This is not an assessment of a car's dynamics. The Land Rover DC100 concept is a styling buck built on a modified Range Rover Sport platform and its mechanicals were thrown together purely to move the show car. Instead we look at the overall concept and the technology featured. Though we did get behind the wheel...
In the metal 5/5
We'll gloss over the fit and finish of the DC100 show car, as it's not important at this stage. It's all about the style, and the show car has that in spades. It looks even better outside in the daylight than it does in a relatively dark motor show hall and a snowy mountain seems to be the perfect setting.
Gerry McGovern and his design team have caused a certain amount of controversy with the DC100 cars, as Defender traditionalists decry the loss of the original's purity. We're not quite sure what was expected, as the 2015 replacement for the icon has to move the game forward. While the chunky style of the DC100 may appeal to buyers that would never have dreamed of looking at the Defender, it also retains all the core elements to ensure it remains invincible off the beaten track - things like its wading depth and short overhangs.
On the inside, the concept has been designed with the Defender's simplicity in mind, though the DC100's cabin far more attractive to look at. The laid back driving position in the concept is completely different to that of the Defender's and the concept is wider so there's much more elbow room.

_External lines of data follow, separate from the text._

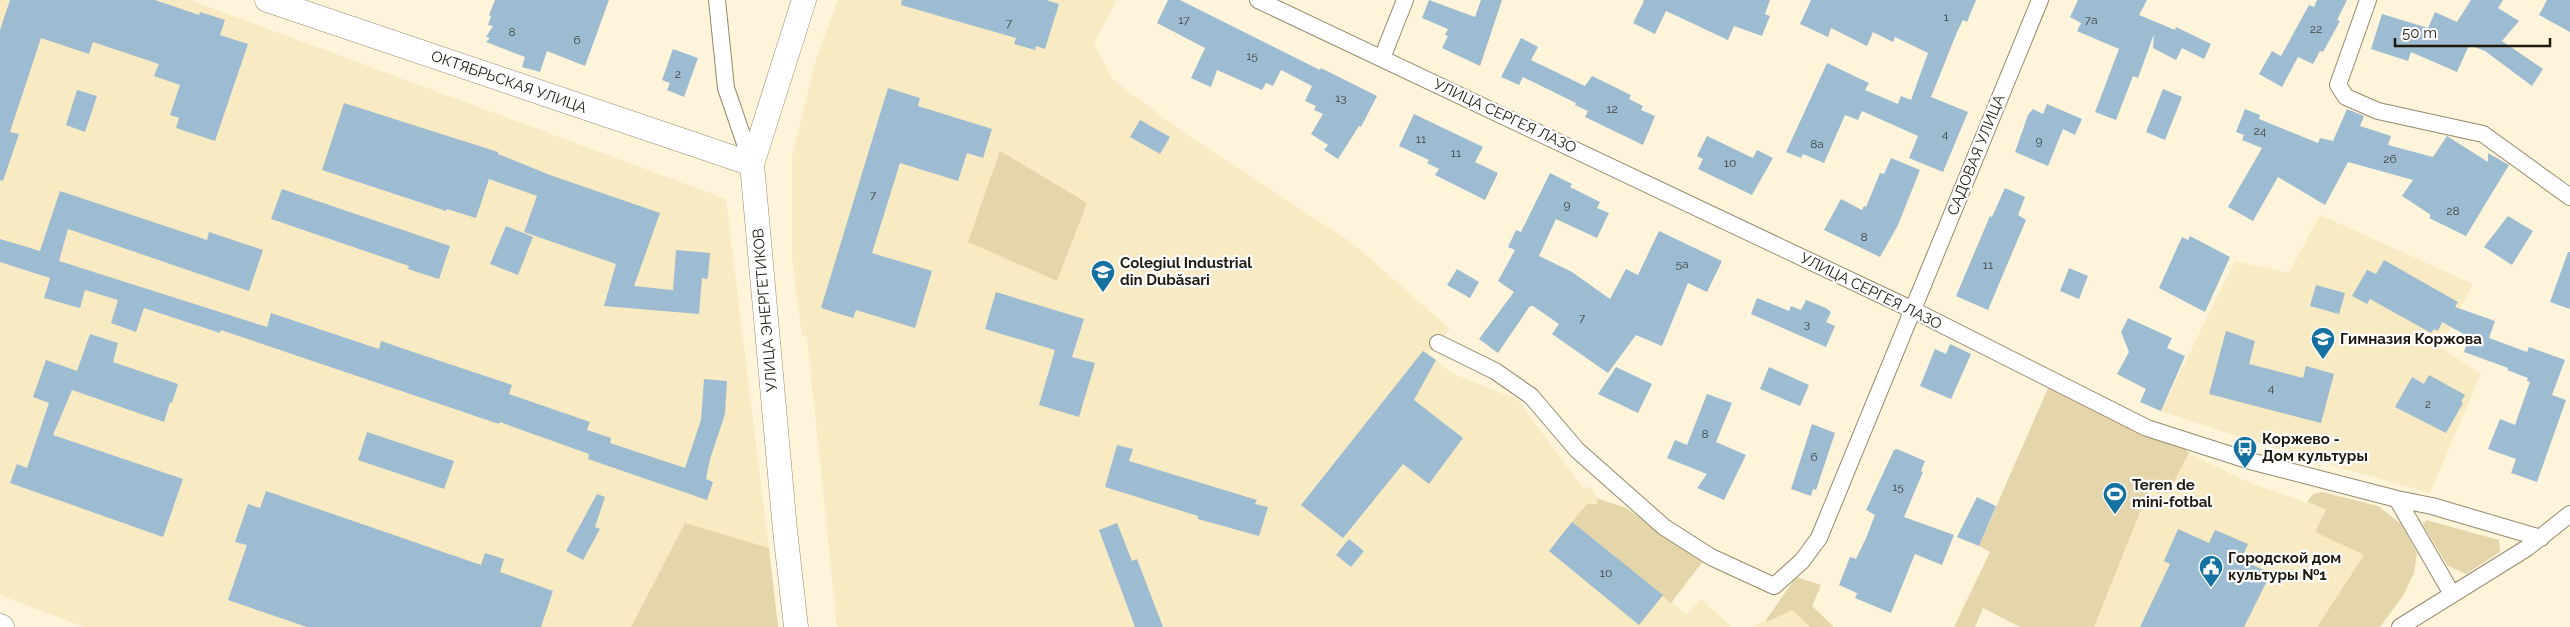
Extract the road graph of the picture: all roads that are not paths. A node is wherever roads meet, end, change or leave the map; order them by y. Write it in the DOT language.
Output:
graph roads {
  1 [pos="267,0"];
  2 [pos="718,0"];
  3 [pos="804,0"];
  4 [pos="1258,0"];
  5 [pos="1406,0"];
  6 [pos="2040,0"];
  7 [pos="2368,0"];
  8 [pos="1382,58"];
  9 [pos="752,164"];
  10 [pos="2570,197"];
  11 [pos="1913,310"];
  12 [pos="1438,342"];
  13 [pos="2397,499"];
  14 [pos="2570,514"];
  15 [pos="2541,538"];
  16 [pos="2452,594"];
  17 [pos="796,627"];
  18 [pos="2400,627"];
  1 -- 9 [label="street, ОКТЯБРЬСКАЯ УЛИЦА"];
  2 -- 9 [label="street"];
  3 -- 9 [label="street, УЛИЦА ЭНЕРГЕТИКОВ"];
  4 -- 8 [label="street, УЛИЦА СЕРГЕЯ ЛАЗО"];
  5 -- 8 [label="street"];
  6 -- 11 [label="street, САДОВАЯ УЛИЦА"];
  7 -- 10 [label="street"];
  8 -- 11 [label="street, УЛИЦА СЕРГЕЯ ЛАЗО"];
  9 -- 17 [label="street, УЛИЦА ЭНЕРГЕТИКОВ"];
  11 -- 12 [label="street, САДОВАЯ УЛИЦА"];
  11 -- 13 [label="street, УЛИЦА СЕРГЕЯ ЛАЗО"];
  13 -- 15 [label="street, УЛИЦА СЕРГЕЯ ЛАЗО"];
  13 -- 16 [label="street"];
  14 -- 15 [label="street"];
  15 -- 16 [label="street"];
  16 -- 18 [label="street"];
}
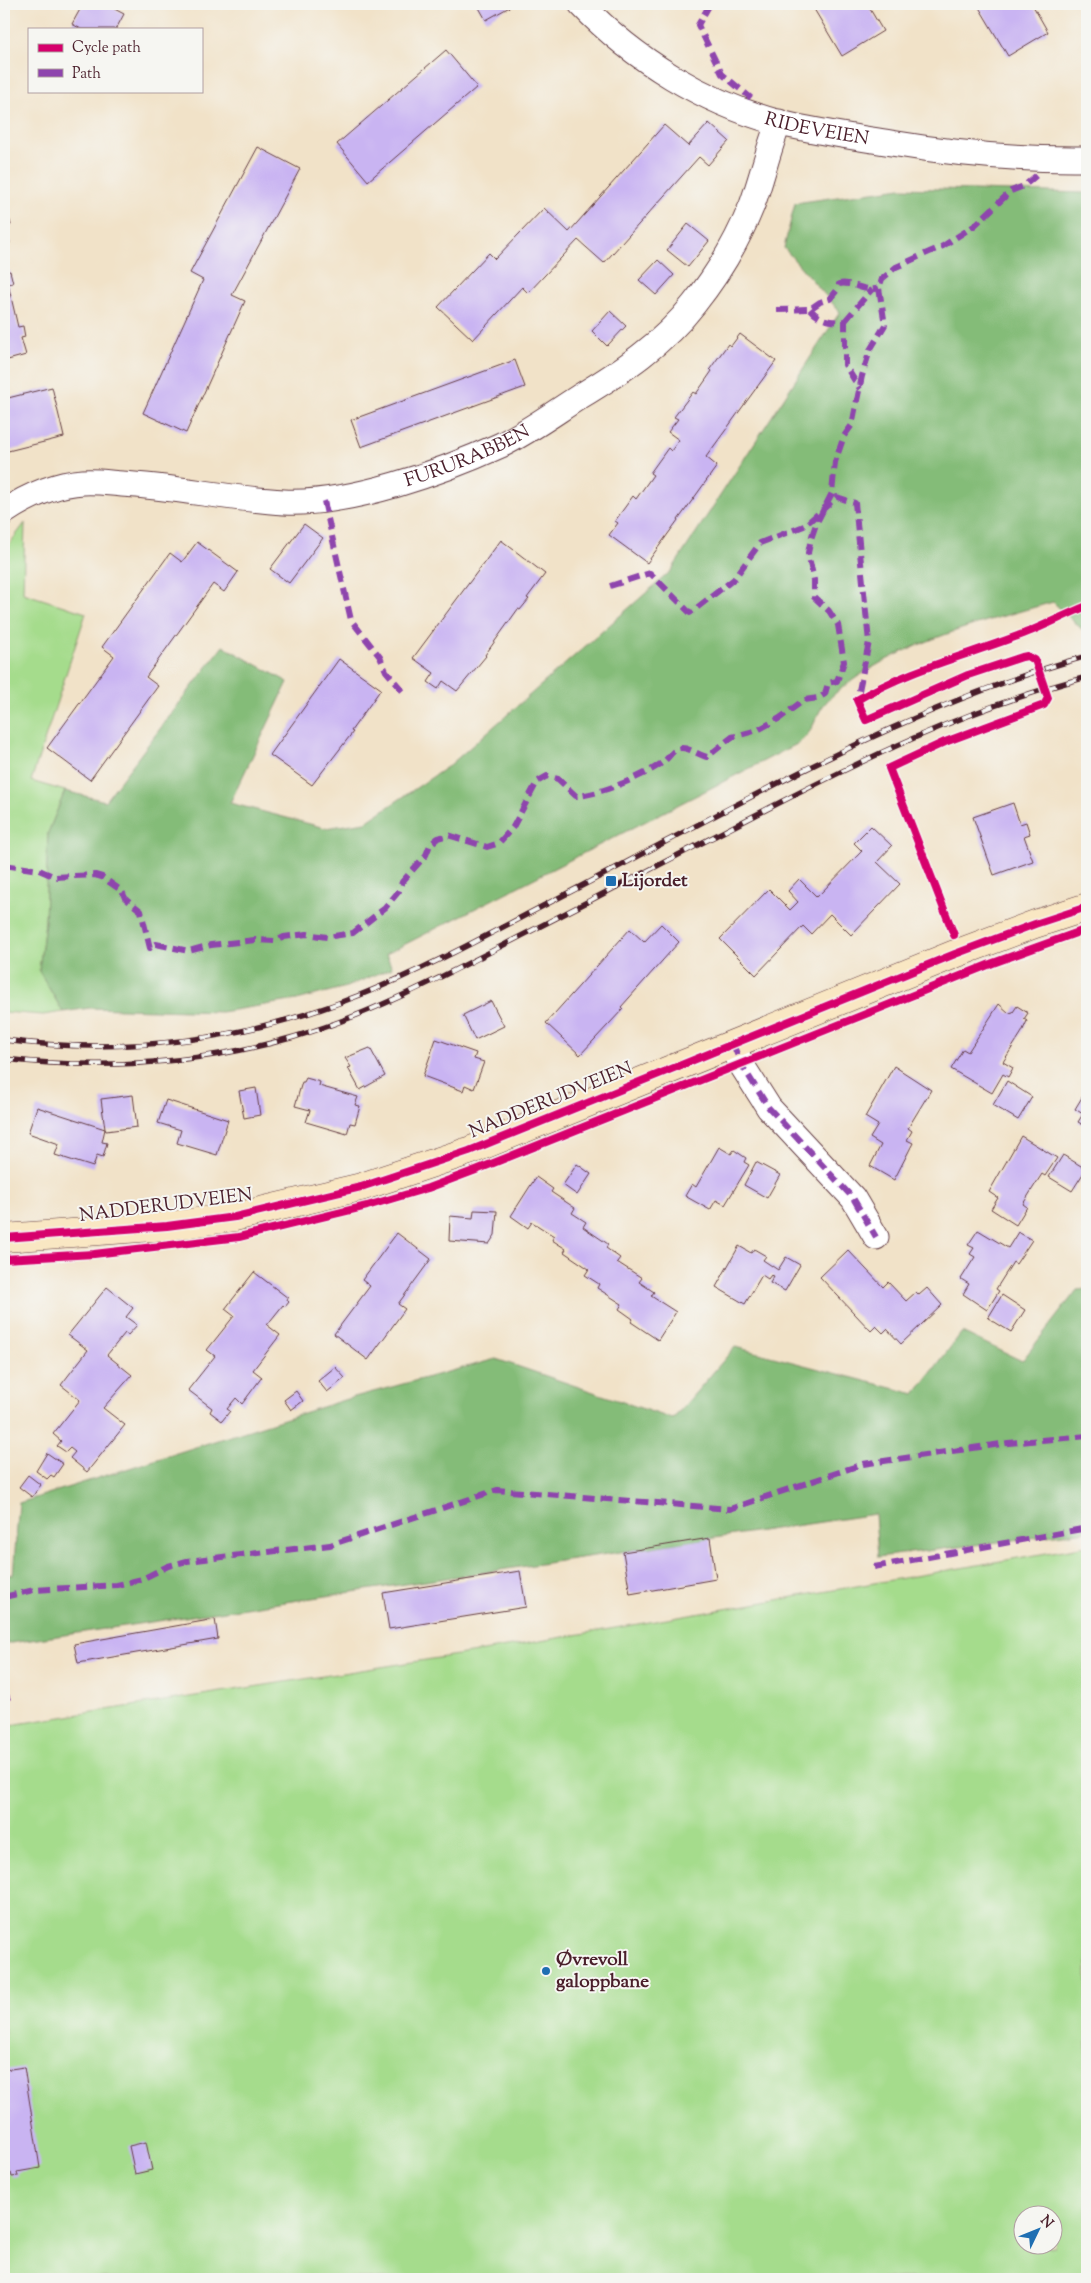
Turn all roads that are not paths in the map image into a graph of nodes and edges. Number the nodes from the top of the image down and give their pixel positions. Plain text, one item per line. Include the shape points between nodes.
1 (581, 4) edge
2 (779, 122) junction
3 (1087, 159) edge
4 (4, 512) edge
5 (1087, 907) edge
6 (732, 1044) junction
7 (876, 1237) dead end
8 (4, 1238) edge

1 - 2 street, RIDEVEIEN via 613,35 667,73 709,97
2 - 3 street, RIDEVEIEN via 976,156
2 - 4 street, FURURABBEN via 752,204 733,247 694,304 646,353 502,445 365,493 324,501 285,502 153,486 84,482 27,496
5 - 6 main road, NADDERUDVEIEN via 977,946
6 - 7 street via 770,1108 853,1198
6 - 8 main road, NADDERUDVEIEN via 421,1169 317,1199 235,1217 167,1226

As mentioned above, we'll not insult Land Rover by attempting a dynamic assessment of a one-off show car. But there are a few things you get the feel of, including decent visibility, which is maintained thanks to an upright windscreen and C-pillars that you can see through. Drive is selected crudely under the centre console of the concept, though the positioning of the automatic selector high up on the dashboard signals a possible solution, freeing up the floor nicely.
The wheel-at-each corner stance makes it easy to place the car, though its width won't be welcomed by extreme off-road enthusiasts. Strip away the massive 20-inch alloys and it's conceivable that a more demure version would be offered for those buyers. We've also been assured that, despite the wealth of technology previewed, it's highly likely that the next Defender will be available in a very basic format.
What you get for your Money
We have no idea what the new Defender will cost, or how Land Rover will manage the various requirements of the platform, but there's no doubt that it could feature some cool new technology. We'll go into the off-road side of things in a minute, but other items discussed include an optional 'Leisure Key'. This takes the form of a lightweight bracelet with a tiny RFID tag built into it that can lock and unlock the car. It enables the likes of surfers, divers, etc. to secure their car and take the key with them in a convenient way. It has already been Thatcham approved and can withstand depths of more than 50m.
No doubt the next Defender will have some form of smartphone app integration too. Land Rover foresees a day when all of your car's data, such as fuel level, next service, tyre pressure, temperatures, etc. are seamlessly conveyed to your phone.
The most exciting technology previewed on the DC100 concept relates to its off-road ability. First up are tyres that feature spikes, which can be deployed or retracted at the touch of a button. Though originally designed for snow, it's also possible that they could be used when on wet grass, reducing the car's damage to the surface.
Next up is sonar assisted wading. Land Rover has so far only discussed a system that monitors the surface of the water and whether it's rising to unsafe levels for the capability of the car, but it admits that it is also considering a system that maps the river bed ahead of the vehicle, which could be invaluable.
The next generation of Terrain Response will react automatically to the surface underneath using input from various sensors around the car, while the generation after may even have forward looking sensors that attempt to map the terrain and assist the driver with tackling it by identifying obstacles.
Torque vectoring is useful on the road to aid agility, but Land Rover has discovered uses off the road too, including helping traverse a steep, slippery slope with more stability - useful while towing a horse box for instance.
Although the DC100 show car is not really one for driving, a close encounter with the concept has revealed a lot about Land Rover's plans for the future of the Defender. Talking to the engineers involved has perhaps revealed even more. The company is acutely aware of the iconic status of the car it needs to replace, yet it also wants to move it forward. Marrying the requirements of the traditionalists with a whole new generation of tech-mad buyers will be a challenge, but if the 2015 Defender looks half as cool as the DC100 then that's a very good start.